Fed’s Outdated Navigation Is Leading the Economy Astray
By Norman Radow
RADCO Cos.’ Norman Radow on how antiquated metrics make a recession probable.
When the words, “As is often the case, we are navigating by the stars under cloudy skies,” were uttered during a recent public speech, listeners likely wondered the origin of what surely must be a historical quote from the days when seafaring explorers and naval commanders relied on the night skies to reach their destinations. Surprisingly, the phrase was used just last month by Federal Reserve Chairman Jerome Powell in admitting that he and his board of governors were essentially rudderless in projecting where the U.S. economy is heading.
As impossible as this parroted metaphor from Powell’s speech is at face value, it speaks an unnerving truth. The Fed continues to rely on old rules, formulas, and data to chart decisions about a path forward for our economy. The Fed has raised rates three times since the Fed Funds rate hit 4.75 earlier this year, a level many economists had believed was the appropriate level for economic stability. Today the rate is 5.5 percent. The Fed is seemingly zig-zagging its way through an economic mess of its own making.
A significant part of the issue is that the Fed refuses to veer from antiquated metrics established long before satellites, sophisticated radar, and cell phones even existed. Consider housing costs, which represent over 30 percent of the Fed’s CPI index. CPI for shelter is surveyed and ultimately calculated consisting of four parts: owner equivalent rent, rent of primary residence, lodging away from home, and tenant and household insurance. However, the owner-equivalent rent (what an owned home would rent for) makes up nearly 75 percent of the calculation.

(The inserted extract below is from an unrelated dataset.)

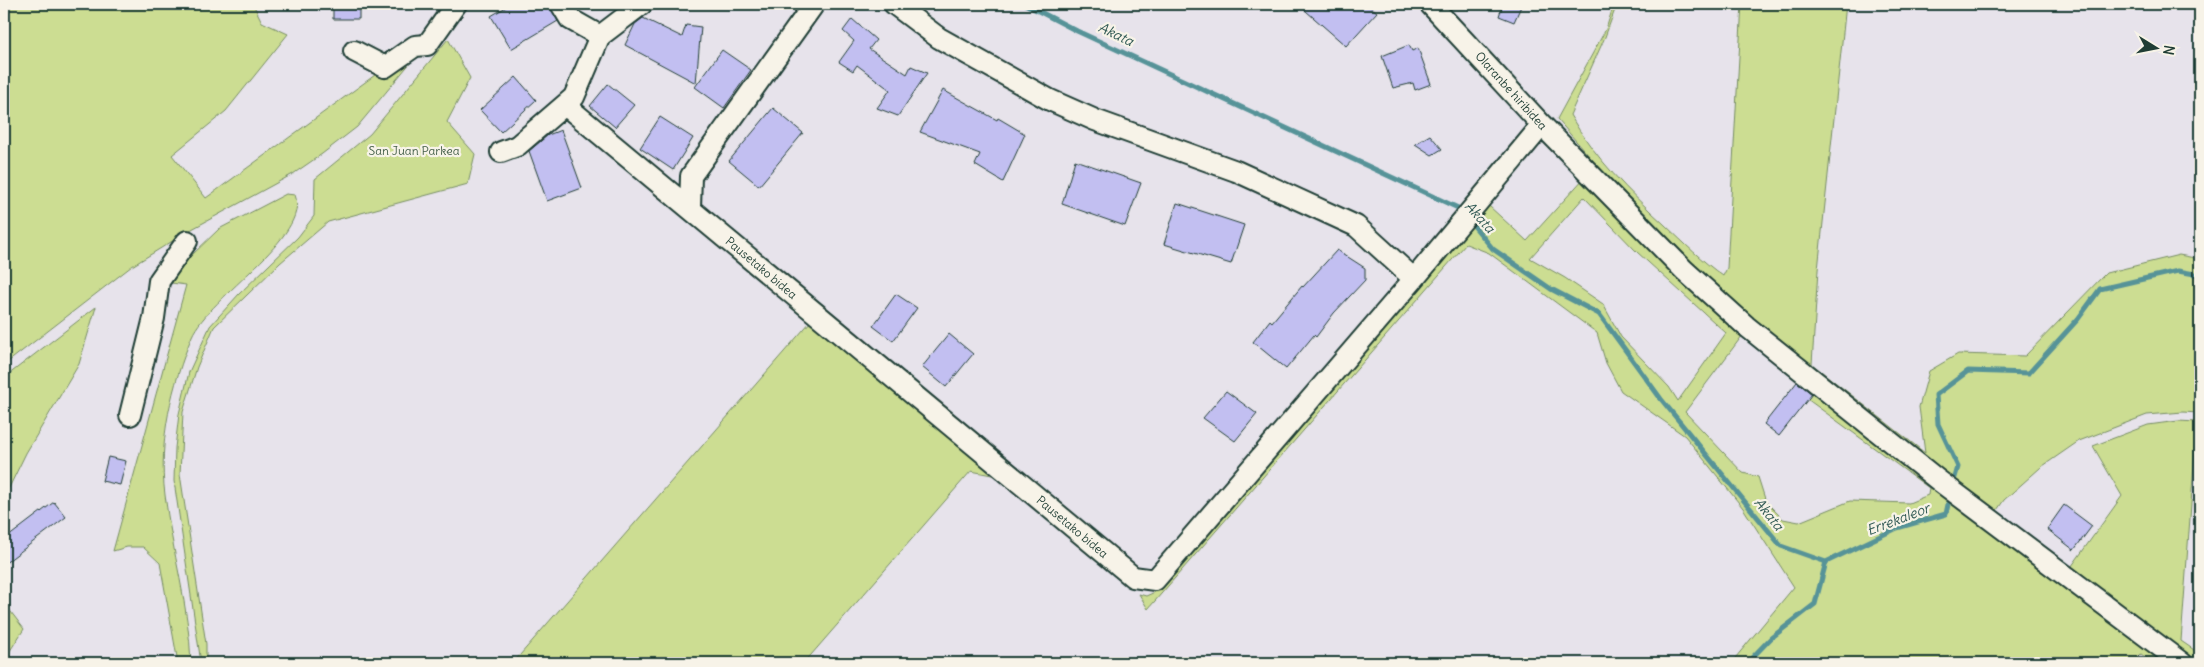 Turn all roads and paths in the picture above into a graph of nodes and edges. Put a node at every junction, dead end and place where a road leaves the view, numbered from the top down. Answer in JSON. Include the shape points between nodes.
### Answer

In 1950, it made sense to determine housing costs by conducting monthly phone surveys of homeowners. The U.S. population was about 150 million and the Fed called 50,000 homeowners per month on their home phones. Today, the Fed still calls 50,000 Americans each month at home (yes, on landlines!) to ask the same questions. But today we have over 331 million people, making the survey far less representative, not to mention that many households no longer have landlines while those who do typically screen their calls and rarely answer surveys. So just who is the Fed speaking to? Why is the Fed still using the stars to navigate when modern analytics and tools are available to provide it with more accurate and near-instantaneous data?
Other blindspots
Another confusing aspect of Fed-think is its reliance on labor statistics to promote monetary policy. The labor rate is a trailing indicator. Why look ahead using trailing data? Even so, just two weeks ago the Labor Department reported job growth was the slowest since the beginning of the pandemic. What’s more, the Labor Department reported a reduction in jobs created by 110,000 for the prior two months, while during the same period the nation lost 670,000 permanent jobs and replaced them with a million part-time positions. Without the new jobs tied to infrastructure bill projects to prop them up, the numbers would plummet further.
Within the real estate industry, the Fed’s continuing interest rate hikes have pushed many owners to the brink. At the same time, rents are coming down, 5.3 percent year over year in Atlanta, with similar pressures in the four other states we operate in. Yet, in July, the Fed reported over 4 percent year-over-year inflation. Interestingly, 90 percent of the inflation reported came from housing. Yet, rents are lower. So much for the Fed’s 1950 housing cost survey.
Banks and other lenders are seriously exposed to the rise and fall of real estate. If real estate suffers any further—if it breaks—many banks and lenders could be caught up in the carnage. Surely, even with cloudy skies obscuring the Fed’s vision of the ancient stars, they should still be able to see the danger ahead and navigate around it.
Certainly, the Fed’s actions have reaped some benefits in the areas it can control in the fight against inflation. The increase in the labor participation rate and the plummeting costs of raw goods and transportation in July are good signs. But banks have effectively stopped lending and retail sales are down in many sectors, a combination that is crushing to many industries.
Even the Fed reported inflation is down by more than two-thirds in less than a year. GDP growth is only modest. Labor rates and labor costs are moderating. The distortions caused by the uneven reopening of the post-COVID world economy are coming to an end.
Sadly, focused on its 2 percent target, the Fed is ignoring the broader, unprecedented economic problems that present a much bigger risk than “sticky” inflation. The Fed’s reliance on the stars to navigate our economy is about to lead us into a recession if the Fed is not careful. Many industries are showing signs of stress. It is critical to read these signs now to prevent wider damage.
In 2023, would we fly on an airline that navigated using the stars on a cloudy day? Of course not! So why navigate the most complex and powerful economy in the world using antiquated methodologies and tools? I see the dense clouds as well, Mr. Powell. But instead of looking behind us, in addition to scanning the horizon for stars you may not be able to see, it is time to use Weather.com and GPS. Then, despite the clouds, you can find the path toward the clearer skies that lie ahead.
Norman Radow is CEO of The RADCO Cos.